Records from a collection:

==*==

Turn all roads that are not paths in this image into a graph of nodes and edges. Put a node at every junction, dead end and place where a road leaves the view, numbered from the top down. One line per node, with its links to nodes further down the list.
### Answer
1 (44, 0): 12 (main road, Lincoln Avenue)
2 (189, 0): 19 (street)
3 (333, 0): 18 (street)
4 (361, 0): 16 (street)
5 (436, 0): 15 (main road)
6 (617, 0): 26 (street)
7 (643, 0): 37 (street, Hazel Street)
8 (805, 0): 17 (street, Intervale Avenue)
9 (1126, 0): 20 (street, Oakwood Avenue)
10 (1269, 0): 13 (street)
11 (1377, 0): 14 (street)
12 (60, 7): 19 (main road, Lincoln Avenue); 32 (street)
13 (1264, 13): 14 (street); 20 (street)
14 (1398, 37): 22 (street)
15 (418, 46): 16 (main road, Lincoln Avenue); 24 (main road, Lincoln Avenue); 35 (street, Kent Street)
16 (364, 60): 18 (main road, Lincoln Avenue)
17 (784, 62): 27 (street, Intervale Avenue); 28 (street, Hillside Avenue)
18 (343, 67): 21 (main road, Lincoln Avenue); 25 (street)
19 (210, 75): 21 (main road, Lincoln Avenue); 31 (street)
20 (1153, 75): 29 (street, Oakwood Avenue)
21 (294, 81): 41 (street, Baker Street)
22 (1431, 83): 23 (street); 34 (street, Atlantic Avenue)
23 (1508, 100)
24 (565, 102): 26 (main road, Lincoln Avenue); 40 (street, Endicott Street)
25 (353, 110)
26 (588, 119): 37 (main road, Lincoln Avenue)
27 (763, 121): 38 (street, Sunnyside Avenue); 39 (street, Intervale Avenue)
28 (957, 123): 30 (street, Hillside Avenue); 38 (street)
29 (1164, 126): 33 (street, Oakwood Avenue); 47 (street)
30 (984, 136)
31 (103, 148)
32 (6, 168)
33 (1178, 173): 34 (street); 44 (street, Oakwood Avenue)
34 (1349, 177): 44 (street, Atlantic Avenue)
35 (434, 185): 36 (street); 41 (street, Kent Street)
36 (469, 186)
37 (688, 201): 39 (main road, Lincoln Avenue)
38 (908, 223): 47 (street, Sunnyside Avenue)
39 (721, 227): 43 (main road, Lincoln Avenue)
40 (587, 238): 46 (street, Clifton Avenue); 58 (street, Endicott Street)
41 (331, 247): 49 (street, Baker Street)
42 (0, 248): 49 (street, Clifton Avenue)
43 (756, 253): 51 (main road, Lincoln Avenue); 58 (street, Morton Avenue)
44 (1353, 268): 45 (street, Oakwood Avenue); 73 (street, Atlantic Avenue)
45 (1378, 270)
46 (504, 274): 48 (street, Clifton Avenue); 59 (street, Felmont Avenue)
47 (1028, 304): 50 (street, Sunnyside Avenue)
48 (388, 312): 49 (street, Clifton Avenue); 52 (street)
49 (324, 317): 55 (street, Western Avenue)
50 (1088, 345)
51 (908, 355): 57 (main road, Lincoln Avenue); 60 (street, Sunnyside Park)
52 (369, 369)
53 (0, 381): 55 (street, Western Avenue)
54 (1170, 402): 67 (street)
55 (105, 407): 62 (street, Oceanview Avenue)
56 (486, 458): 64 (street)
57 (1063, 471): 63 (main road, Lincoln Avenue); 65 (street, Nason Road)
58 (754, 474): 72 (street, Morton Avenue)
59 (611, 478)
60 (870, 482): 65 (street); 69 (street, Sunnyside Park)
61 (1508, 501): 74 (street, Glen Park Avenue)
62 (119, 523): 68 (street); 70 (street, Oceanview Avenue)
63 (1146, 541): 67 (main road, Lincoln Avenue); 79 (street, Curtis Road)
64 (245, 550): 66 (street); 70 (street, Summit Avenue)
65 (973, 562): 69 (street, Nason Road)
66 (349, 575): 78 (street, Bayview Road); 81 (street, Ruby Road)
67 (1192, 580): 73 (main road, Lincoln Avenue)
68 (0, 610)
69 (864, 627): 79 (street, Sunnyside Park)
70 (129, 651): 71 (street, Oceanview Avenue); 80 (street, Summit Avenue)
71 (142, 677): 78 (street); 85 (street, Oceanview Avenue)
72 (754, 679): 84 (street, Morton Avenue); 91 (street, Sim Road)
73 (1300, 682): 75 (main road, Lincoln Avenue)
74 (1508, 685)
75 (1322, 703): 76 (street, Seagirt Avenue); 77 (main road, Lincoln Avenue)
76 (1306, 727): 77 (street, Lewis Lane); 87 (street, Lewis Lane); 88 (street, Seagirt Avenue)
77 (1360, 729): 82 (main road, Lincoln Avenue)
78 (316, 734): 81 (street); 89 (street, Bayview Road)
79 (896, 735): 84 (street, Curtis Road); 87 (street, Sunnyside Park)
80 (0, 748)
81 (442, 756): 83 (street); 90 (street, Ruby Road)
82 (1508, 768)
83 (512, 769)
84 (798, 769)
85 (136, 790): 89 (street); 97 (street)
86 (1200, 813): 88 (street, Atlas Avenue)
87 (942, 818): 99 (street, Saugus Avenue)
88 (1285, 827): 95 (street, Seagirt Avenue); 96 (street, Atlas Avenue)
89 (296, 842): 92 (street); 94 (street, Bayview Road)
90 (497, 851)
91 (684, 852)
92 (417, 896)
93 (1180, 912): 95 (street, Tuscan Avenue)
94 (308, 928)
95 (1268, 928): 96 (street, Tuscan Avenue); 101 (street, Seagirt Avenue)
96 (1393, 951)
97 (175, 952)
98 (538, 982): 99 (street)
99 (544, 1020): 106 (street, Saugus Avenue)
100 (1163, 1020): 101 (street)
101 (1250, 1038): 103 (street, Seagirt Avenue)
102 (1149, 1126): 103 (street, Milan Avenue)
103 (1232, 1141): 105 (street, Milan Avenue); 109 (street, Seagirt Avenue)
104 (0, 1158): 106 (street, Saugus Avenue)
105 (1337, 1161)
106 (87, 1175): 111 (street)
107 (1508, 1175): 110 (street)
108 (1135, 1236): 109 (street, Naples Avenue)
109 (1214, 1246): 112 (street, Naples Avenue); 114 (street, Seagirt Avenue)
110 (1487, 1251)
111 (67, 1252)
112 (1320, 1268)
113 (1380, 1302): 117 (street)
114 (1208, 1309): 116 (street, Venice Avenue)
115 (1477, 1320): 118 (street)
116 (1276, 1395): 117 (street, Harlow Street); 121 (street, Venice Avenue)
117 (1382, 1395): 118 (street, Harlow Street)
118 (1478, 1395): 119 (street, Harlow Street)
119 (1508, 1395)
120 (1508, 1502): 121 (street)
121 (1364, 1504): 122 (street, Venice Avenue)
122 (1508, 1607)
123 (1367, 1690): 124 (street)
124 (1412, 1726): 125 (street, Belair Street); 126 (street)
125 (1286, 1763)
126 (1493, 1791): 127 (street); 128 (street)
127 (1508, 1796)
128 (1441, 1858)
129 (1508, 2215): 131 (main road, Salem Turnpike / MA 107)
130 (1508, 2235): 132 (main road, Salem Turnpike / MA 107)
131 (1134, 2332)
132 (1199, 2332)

==*==

Work order:
Give the entries again, every one of them exactly.

Solution for this task:
Turn all roads that are not paths in this image into a graph of nodes and edges. Put a node at every junction, dead end and place where a road leaves the view, numbered from the top down. One line per node, with its links to nodes further down the list.
### Answer
1 (44, 0): 12 (main road, Lincoln Avenue)
2 (189, 0): 19 (street)
3 (333, 0): 18 (street)
4 (361, 0): 16 (street)
5 (436, 0): 15 (main road)
6 (617, 0): 26 (street)
7 (643, 0): 37 (street, Hazel Street)
8 (805, 0): 17 (street, Intervale Avenue)
9 (1126, 0): 20 (street, Oakwood Avenue)
10 (1269, 0): 13 (street)
11 (1377, 0): 14 (street)
12 (60, 7): 19 (main road, Lincoln Avenue); 32 (street)
13 (1264, 13): 14 (street); 20 (street)
14 (1398, 37): 22 (street)
15 (418, 46): 16 (main road, Lincoln Avenue); 24 (main road, Lincoln Avenue); 35 (street, Kent Street)
16 (364, 60): 18 (main road, Lincoln Avenue)
17 (784, 62): 27 (street, Intervale Avenue); 28 (street, Hillside Avenue)
18 (343, 67): 21 (main road, Lincoln Avenue); 25 (street)
19 (210, 75): 21 (main road, Lincoln Avenue); 31 (street)
20 (1153, 75): 29 (street, Oakwood Avenue)
21 (294, 81): 41 (street, Baker Street)
22 (1431, 83): 23 (street); 34 (street, Atlantic Avenue)
23 (1508, 100)
24 (565, 102): 26 (main road, Lincoln Avenue); 40 (street, Endicott Street)
25 (353, 110)
26 (588, 119): 37 (main road, Lincoln Avenue)
27 (763, 121): 38 (street, Sunnyside Avenue); 39 (street, Intervale Avenue)
28 (957, 123): 30 (street, Hillside Avenue); 38 (street)
29 (1164, 126): 33 (street, Oakwood Avenue); 47 (street)
30 (984, 136)
31 (103, 148)
32 (6, 168)
33 (1178, 173): 34 (street); 44 (street, Oakwood Avenue)
34 (1349, 177): 44 (street, Atlantic Avenue)
35 (434, 185): 36 (street); 41 (street, Kent Street)
36 (469, 186)
37 (688, 201): 39 (main road, Lincoln Avenue)
38 (908, 223): 47 (street, Sunnyside Avenue)
39 (721, 227): 43 (main road, Lincoln Avenue)
40 (587, 238): 46 (street, Clifton Avenue); 58 (street, Endicott Street)
41 (331, 247): 49 (street, Baker Street)
42 (0, 248): 49 (street, Clifton Avenue)
43 (756, 253): 51 (main road, Lincoln Avenue); 58 (street, Morton Avenue)
44 (1353, 268): 45 (street, Oakwood Avenue); 73 (street, Atlantic Avenue)
45 (1378, 270)
46 (504, 274): 48 (street, Clifton Avenue); 59 (street, Felmont Avenue)
47 (1028, 304): 50 (street, Sunnyside Avenue)
48 (388, 312): 49 (street, Clifton Avenue); 52 (street)
49 (324, 317): 55 (street, Western Avenue)
50 (1088, 345)
51 (908, 355): 57 (main road, Lincoln Avenue); 60 (street, Sunnyside Park)
52 (369, 369)
53 (0, 381): 55 (street, Western Avenue)
54 (1170, 402): 67 (street)
55 (105, 407): 62 (street, Oceanview Avenue)
56 (486, 458): 64 (street)
57 (1063, 471): 63 (main road, Lincoln Avenue); 65 (street, Nason Road)
58 (754, 474): 72 (street, Morton Avenue)
59 (611, 478)
60 (870, 482): 65 (street); 69 (street, Sunnyside Park)
61 (1508, 501): 74 (street, Glen Park Avenue)
62 (119, 523): 68 (street); 70 (street, Oceanview Avenue)
63 (1146, 541): 67 (main road, Lincoln Avenue); 79 (street, Curtis Road)
64 (245, 550): 66 (street); 70 (street, Summit Avenue)
65 (973, 562): 69 (street, Nason Road)
66 (349, 575): 78 (street, Bayview Road); 81 (street, Ruby Road)
67 (1192, 580): 73 (main road, Lincoln Avenue)
68 (0, 610)
69 (864, 627): 79 (street, Sunnyside Park)
70 (129, 651): 71 (street, Oceanview Avenue); 80 (street, Summit Avenue)
71 (142, 677): 78 (street); 85 (street, Oceanview Avenue)
72 (754, 679): 84 (street, Morton Avenue); 91 (street, Sim Road)
73 (1300, 682): 75 (main road, Lincoln Avenue)
74 (1508, 685)
75 (1322, 703): 76 (street, Seagirt Avenue); 77 (main road, Lincoln Avenue)
76 (1306, 727): 77 (street, Lewis Lane); 87 (street, Lewis Lane); 88 (street, Seagirt Avenue)
77 (1360, 729): 82 (main road, Lincoln Avenue)
78 (316, 734): 81 (street); 89 (street, Bayview Road)
79 (896, 735): 84 (street, Curtis Road); 87 (street, Sunnyside Park)
80 (0, 748)
81 (442, 756): 83 (street); 90 (street, Ruby Road)
82 (1508, 768)
83 (512, 769)
84 (798, 769)
85 (136, 790): 89 (street); 97 (street)
86 (1200, 813): 88 (street, Atlas Avenue)
87 (942, 818): 99 (street, Saugus Avenue)
88 (1285, 827): 95 (street, Seagirt Avenue); 96 (street, Atlas Avenue)
89 (296, 842): 92 (street); 94 (street, Bayview Road)
90 (497, 851)
91 (684, 852)
92 (417, 896)
93 (1180, 912): 95 (street, Tuscan Avenue)
94 (308, 928)
95 (1268, 928): 96 (street, Tuscan Avenue); 101 (street, Seagirt Avenue)
96 (1393, 951)
97 (175, 952)
98 (538, 982): 99 (street)
99 (544, 1020): 106 (street, Saugus Avenue)
100 (1163, 1020): 101 (street)
101 (1250, 1038): 103 (street, Seagirt Avenue)
102 (1149, 1126): 103 (street, Milan Avenue)
103 (1232, 1141): 105 (street, Milan Avenue); 109 (street, Seagirt Avenue)
104 (0, 1158): 106 (street, Saugus Avenue)
105 (1337, 1161)
106 (87, 1175): 111 (street)
107 (1508, 1175): 110 (street)
108 (1135, 1236): 109 (street, Naples Avenue)
109 (1214, 1246): 112 (street, Naples Avenue); 114 (street, Seagirt Avenue)
110 (1487, 1251)
111 (67, 1252)
112 (1320, 1268)
113 (1380, 1302): 117 (street)
114 (1208, 1309): 116 (street, Venice Avenue)
115 (1477, 1320): 118 (street)
116 (1276, 1395): 117 (street, Harlow Street); 121 (street, Venice Avenue)
117 (1382, 1395): 118 (street, Harlow Street)
118 (1478, 1395): 119 (street, Harlow Street)
119 (1508, 1395)
120 (1508, 1502): 121 (street)
121 (1364, 1504): 122 (street, Venice Avenue)
122 (1508, 1607)
123 (1367, 1690): 124 (street)
124 (1412, 1726): 125 (street, Belair Street); 126 (street)
125 (1286, 1763)
126 (1493, 1791): 127 (street); 128 (street)
127 (1508, 1796)
128 (1441, 1858)
129 (1508, 2215): 131 (main road, Salem Turnpike / MA 107)
130 (1508, 2235): 132 (main road, Salem Turnpike / MA 107)
131 (1134, 2332)
132 (1199, 2332)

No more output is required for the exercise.